Read your post with interest. Going to go out on a limb by your description and guess that you are a teacher/professor of a College. Anyways, our interests are similar and I just started a new business and went right out and incorporated it. It is very cheap to do, you can do it online by yourself and be ready to go within a couple of days. If you choose a sole proprietorship and you want to name your business, you have to apply for a name search. I'm almost certain this can be done online as well. I believe you choose three names and go hunting. They tell you which one you can use. I believe incorporating is better, because of taxation and it isolates business from personal as far as liability. Don't get me wrong, if someone wants to sue you, they will come after you no matter what. You will also want to apply for an HST number if you think you will do over $30,000 for the year. With your full time job as a backdrop, my advice would be to keep it small. More work = more headaches. Not my first time at the rodeo. I have done this before and don't quote me on anything. Like everything else, do the homework. Sounds like you have a good thing going on. Good Luck


----------



## sharbit (Apr 26, 2012)

With a propriotorship you can keep them in the same account or seperate them. In regards to book keeping it would be easier if they are seperate. If you do seperate your accounts try and just get a personal account - the fees on a business account are quite excessive IMO. I'm with CIBC and my banking charges expense for my corp last year was 167$. Don't incorporate until you have to or your at the top tax bracket unless you know how to do the book keeping and filing on your own.

If you have foot traffic to your business you may have to get a business licence from your municipal government. There's usally a minor and a major business licence. You'll have to read up on it. It may not even be required.

Other then that you're all set. The only other detail - if you have more then 30,000 in revenue in one 4 month period you need to begin to remit GST. At that point you may want to get an accountant.

Good luck!


----------



## A320 (Sep 15, 2010)

Nope not an educator 'SlowandSteady60'! Good guess though (or is it, I thought profs never stopped!)

'Sharbit' you state not to incorporate until at the top tax bracket. Currently I am practically taxed to the fullest extent (1 bracket left federally from 26% to 29% for income above $132k), so as a proprietorship, as I understand, the additional income is simply added and filed under my current income tax therefore I will theoretically be 'taxed out, but on the other hand, my spouse is not in the top bracket so perhaps she can claim this income solely?


----------



## sharbit (Apr 26, 2012)

I was simply referring to the extra cost of incorporation. I do all the filing myself and its about 400$/yr + time. If you have to get an accountant they will charge you ~1000-1500 (I'm just guessing). There’s also significant cost for disposal or winding down of a corporation. This may be in excess of any tax savings and therefore depends how badly you wanted the tax deferral. Originally I was planning to go back to school for an MBA so the tax deferral made sense. Now I'm not so sure and have to think what to do with the money. It really depends how much you think you'll make.

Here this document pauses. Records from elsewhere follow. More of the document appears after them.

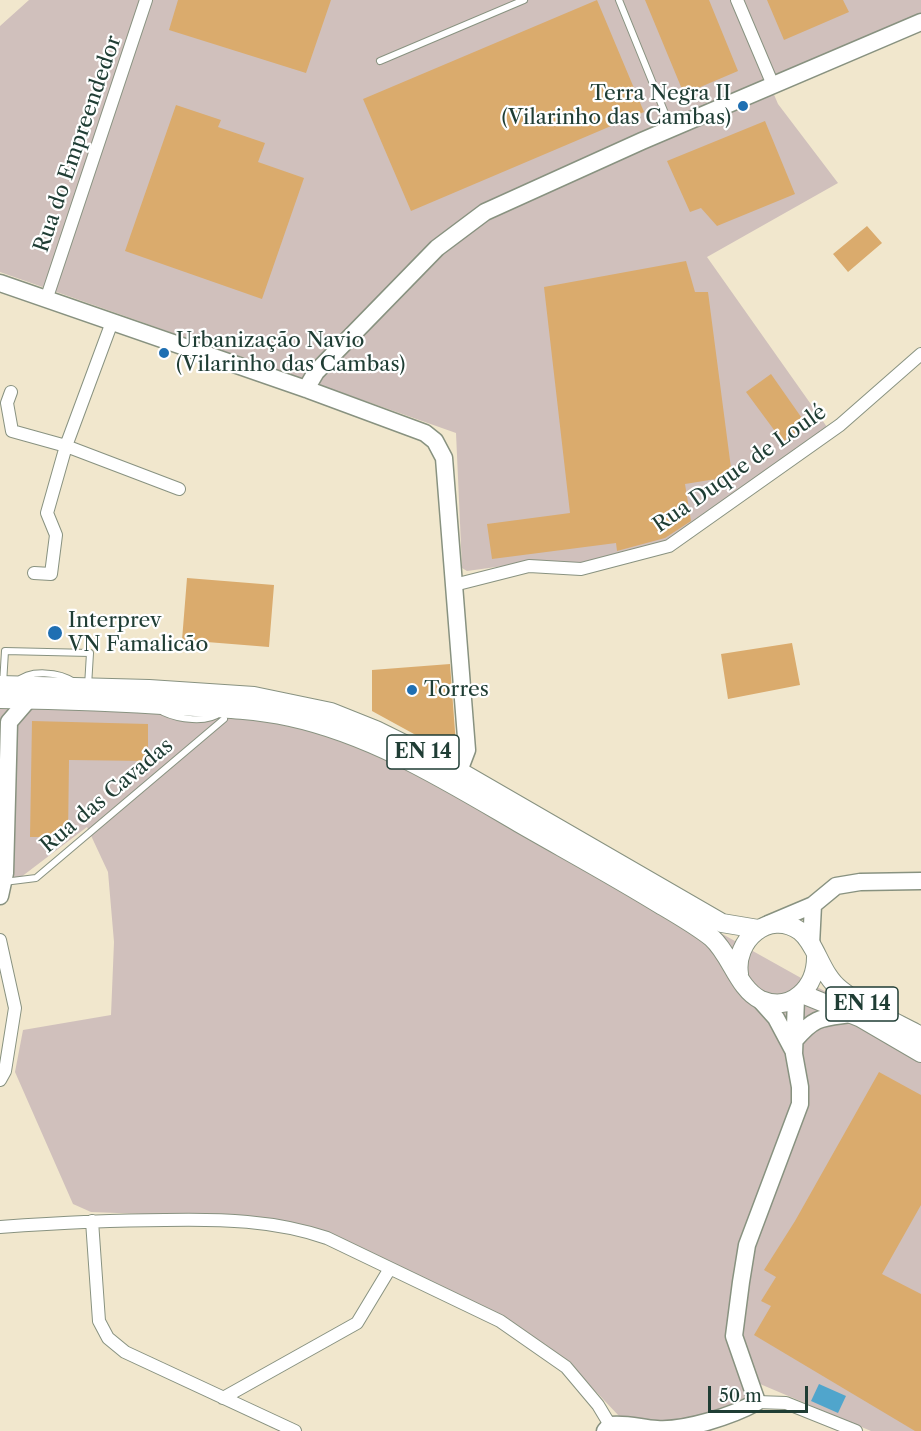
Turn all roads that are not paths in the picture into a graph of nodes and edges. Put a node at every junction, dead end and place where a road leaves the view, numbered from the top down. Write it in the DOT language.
graph roads {
  1 [pos="147,0"];
  2 [pos="524,0"];
  3 [pos="619,0"];
  4 [pos="737,0"];
  5 [pos="921,22"];
  6 [pos="380,61"];
  7 [pos="773,85"];
  8 [pos="672,129"];
  9 [pos="0,283"];
  10 [pos="46,300"];
  11 [pos="112,322"];
  12 [pos="921,354"];
  13 [pos="306,389"];
  14 [pos="11,392"];
  15 [pos="66,446"];
  16 [pos="179,489"];
  17 [pos="34,573"];
  18 [pos="454,585"];
  19 [pos="83,687"];
  20 [pos="4,688"];
  21 [pos="27,700"];
  22 [pos="225,714"];
  23 [pos="4,716"];
  24 [pos="459,771"];
  25 [pos="921,881"];
  26 [pos="2,889"];
  27 [pos="813,905"];
  28 [pos="761,927"];
  29 [pos="0,940"];
  30 [pos="814,951"];
  31 [pos="740,977"];
  32 [pos="799,996"];
  33 [pos="759,999"];
  34 [pos="851,1014"];
  35 [pos="921,1036"];
  36 [pos="795,1047"];
  37 [pos="921,1053"];
  38 [pos="0,1080"];
  39 [pos="92,1221"];
  40 [pos="0,1227"];
  41 [pos="390,1270"];
  42 [pos="222,1398"];
  43 [pos="757,1402"];
  44 [pos="608,1428"];
  45 [pos="295,1431"];
  46 [pos="856,1431"];
  1 -- 10 [label="street, Rua do Empreendedor"];
  2 -- 6 [label="lane"];
  3 -- 8 [label="lane"];
  4 -- 7 [label="street"];
  5 -- 7 [label="street"];
  7 -- 8 [label="street"];
  8 -- 13 [label="street"];
  9 -- 10 [label="street"];
  10 -- 11 [label="street"];
  11 -- 13 [label="street"];
  11 -- 15 [label="street"];
  12 -- 18 [label="street, Rua Duque de Loulé"];
  13 -- 18 [label="street"];
  14 -- 15 [label="street"];
  15 -- 16 [label="street"];
  15 -- 17 [label="street"];
  18 -- 24 [label="street"];
  19 -- 20 [label="main road, EN 14"];
  19 -- 20 [label="lane"];
  19 -- 24 [label="main road, EN 14"];
  20 -- 21 [label="main road, EN 14"];
  21 -- 22 [label="main road, EN 14"];
  21 -- 23 [label="street"];
  22 -- 26 [label="lane, Rua das Cavadas"];
  22 -- 31 [label="main road, EN 14"];
  23 -- 26 [label="street"];
  24 -- 28 [label="main road, EN 14"];
  25 -- 27 [label="street"];
  27 -- 28 [label="street"];
  27 -- 30 [label="street"];
  28 -- 30 [label="main road, EN 14"];
  28 -- 31 [label="main road"];
  29 -- 38 [label="street"];
  30 -- 32 [label="main road, EN 14"];
  30 -- 35 [label="main road, EN 14"];
  31 -- 33 [label="main road, EN 14"];
  32 -- 33 [label="main road, EN 14"];
  32 -- 34 [label="main road, EN 14"];
  32 -- 36 [label="street"];
  33 -- 36 [label="street"];
  34 -- 36 [label="street"];
  34 -- 37 [label="main road, EN 14"];
  36 -- 43 [label="street"];
  39 -- 40 [label="street"];
  39 -- 41 [label="street"];
  39 -- 42 [label="street"];
  41 -- 42 [label="street"];
  41 -- 44 [label="street"];
  42 -- 45 [label="street"];
  43 -- 44 [label="street"];
  43 -- 46 [label="street"];
}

Also, since I can read minds over the internet: keep in mind investing such as stock market activity is taxed harshly in small corporations to deter this type of tax avoidance. Most extra tax is refunded however its not a simple situation where any benifit is clear.

As for income splitting, I don't really know enough to give you good info on that. I have lots of knowledge in the area I just don't know if its correct because I've never applied it. I'm sure there's lots of other smarty pants people on here that can answer that though.


----------



## A320 (Sep 15, 2010)

Hi 'sharbit' were you inferring that I'd make investments in stocks via the business? I wasn't planning on this but from what you're saying, people attempt this to save on taxes but in actuality are taxed more on capital gains if they are done through a business, is that correct?


----------



## MoneyGal (Apr 24, 2009)

Complex area but in a nutshell, if you leave funds in the corporation and invest them (because you want a return beyond what's available in a HISA), you will lose any tax advantage of having the funds in a corporation. 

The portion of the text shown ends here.